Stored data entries
^^^^^^^^
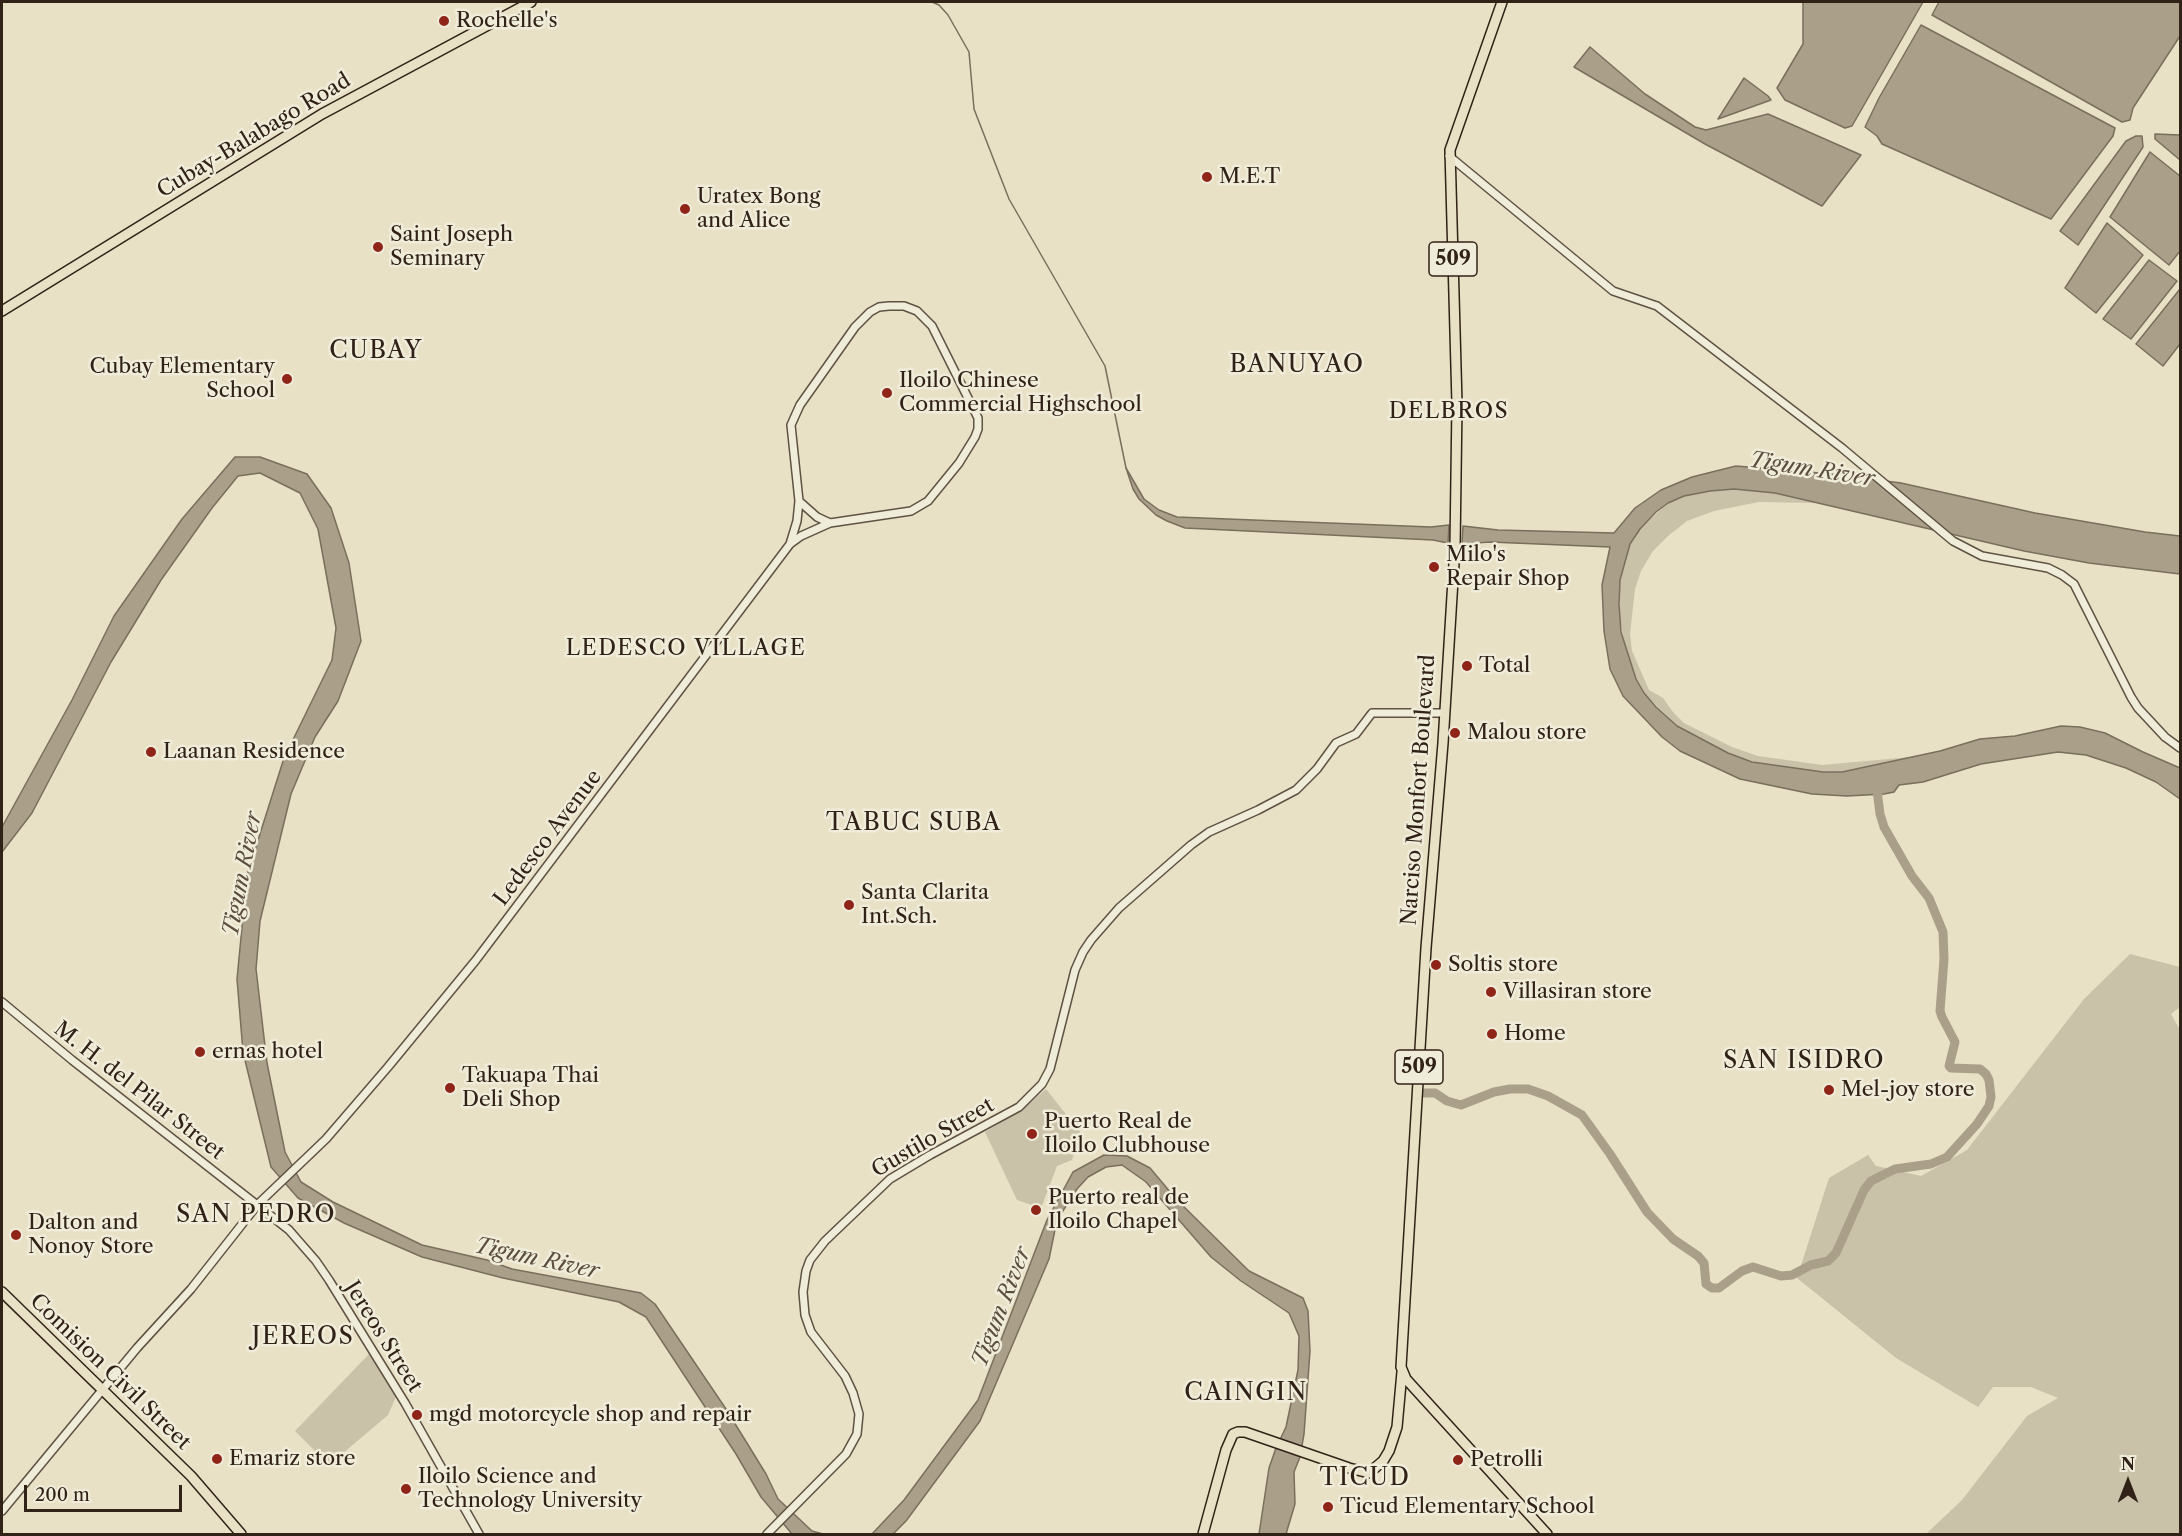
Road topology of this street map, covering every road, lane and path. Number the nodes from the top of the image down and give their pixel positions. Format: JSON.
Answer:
{"nodes":[{"id":1,"x":531,"y":2,"type":"edge"},
{"id":2,"x":1502,"y":2,"type":"edge"},
{"id":3,"x":1449,"y":156,"type":"junction"},
{"id":4,"x":2,"y":311,"type":"edge"},
{"id":5,"x":799,"y":501,"type":"junction"},
{"id":6,"x":830,"y":523,"type":"junction"},
{"id":7,"x":790,"y":544,"type":"junction"},
{"id":8,"x":1444,"y":713,"type":"junction"},
{"id":9,"x":2181,"y":748,"type":"edge"},
{"id":10,"x":2,"y":1002,"type":"edge"},
{"id":11,"x":258,"y":1204,"type":"junction"},
{"id":12,"x":2,"y":1292,"type":"edge"},
{"id":13,"x":1402,"y":1372,"type":"junction"},
{"id":14,"x":104,"y":1390,"type":"junction"},
{"id":15,"x":2,"y":1511,"type":"edge"},
{"id":16,"x":241,"y":1534,"type":"edge"},
{"id":17,"x":478,"y":1534,"type":"edge"},
{"id":18,"x":768,"y":1534,"type":"edge"},
{"id":19,"x":1203,"y":1534,"type":"edge"},
{"id":20,"x":1547,"y":1534,"type":"edge"}],
"edges":[{"from":1,"to":4,"type":"main road","name":"Cubay-Balabago Road"},
{"from":2,"to":3,"type":"main road","name":"Narciso Monfort Boulevard","number":"509"},
{"from":3,"to":8,"type":"main road","name":"Narciso Monfort Boulevard","number":"509"},
{"from":3,"to":9,"type":"street"},
{"from":5,"to":6,"type":"street"},
{"from":5,"to":6,"type":"street"},
{"from":5,"to":7,"type":"street"},
{"from":6,"to":7,"type":"street"},
{"from":7,"to":11,"type":"street","name":"Ledesco Avenue"},
{"from":8,"to":13,"type":"main road","name":"Narciso Monfort Boulevard","number":"509"},
{"from":8,"to":18,"type":"street","name":"Gustilo Street"},
{"from":10,"to":11,"type":"street","name":"M. H. del Pilar Street"},
{"from":11,"to":14,"type":"street","name":"Ledesco Avenue"},
{"from":11,"to":17,"type":"street","name":"Jereos Street"},
{"from":12,"to":14,"type":"main road","name":"Comision Civil Street"},
{"from":13,"to":19,"type":"main road","name":"Narciso Monfort Boulevard"},
{"from":13,"to":20,"type":"main road"},
{"from":14,"to":15,"type":"street","name":"Ledesco Avenue"},
{"from":14,"to":16,"type":"main road","name":"Comision Civil Street"}]}
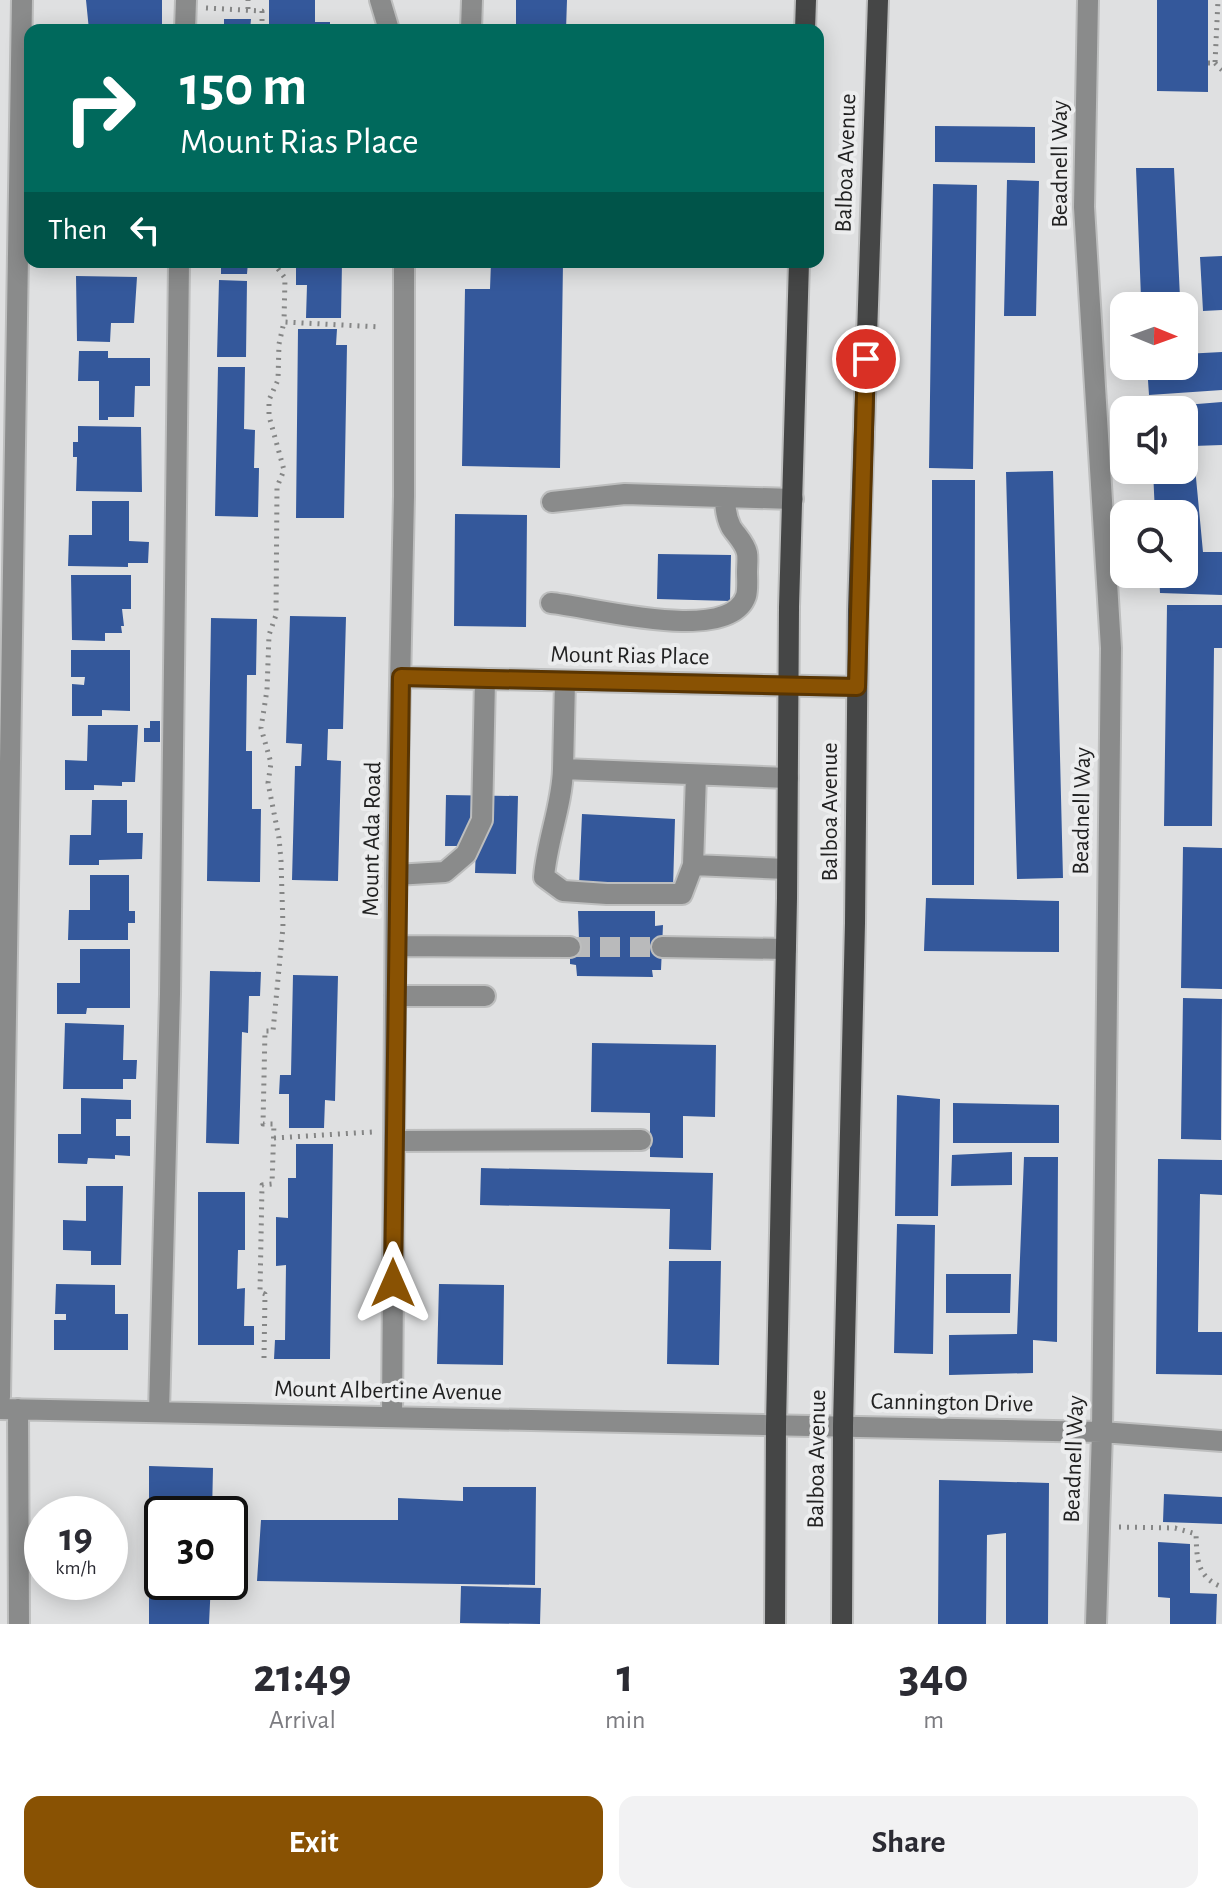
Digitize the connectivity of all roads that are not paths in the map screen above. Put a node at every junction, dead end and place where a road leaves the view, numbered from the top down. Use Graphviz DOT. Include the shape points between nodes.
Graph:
^^^^^^^^
=== Problem to solve ===
Where a line above contains the string "every", copy that line.

=== Task response ===
Road topology of this street map, covering every road, lane and path. Number the nodes from the top of the image down and give their pixel positions. Format: JSON.
Digitize the connectivity of all roads that are not paths in the map screen above. Put a node at every junction, dead end and place where a road leaves the view, numbered from the top down. Use Graphviz DOT. Include the shape points between nodes.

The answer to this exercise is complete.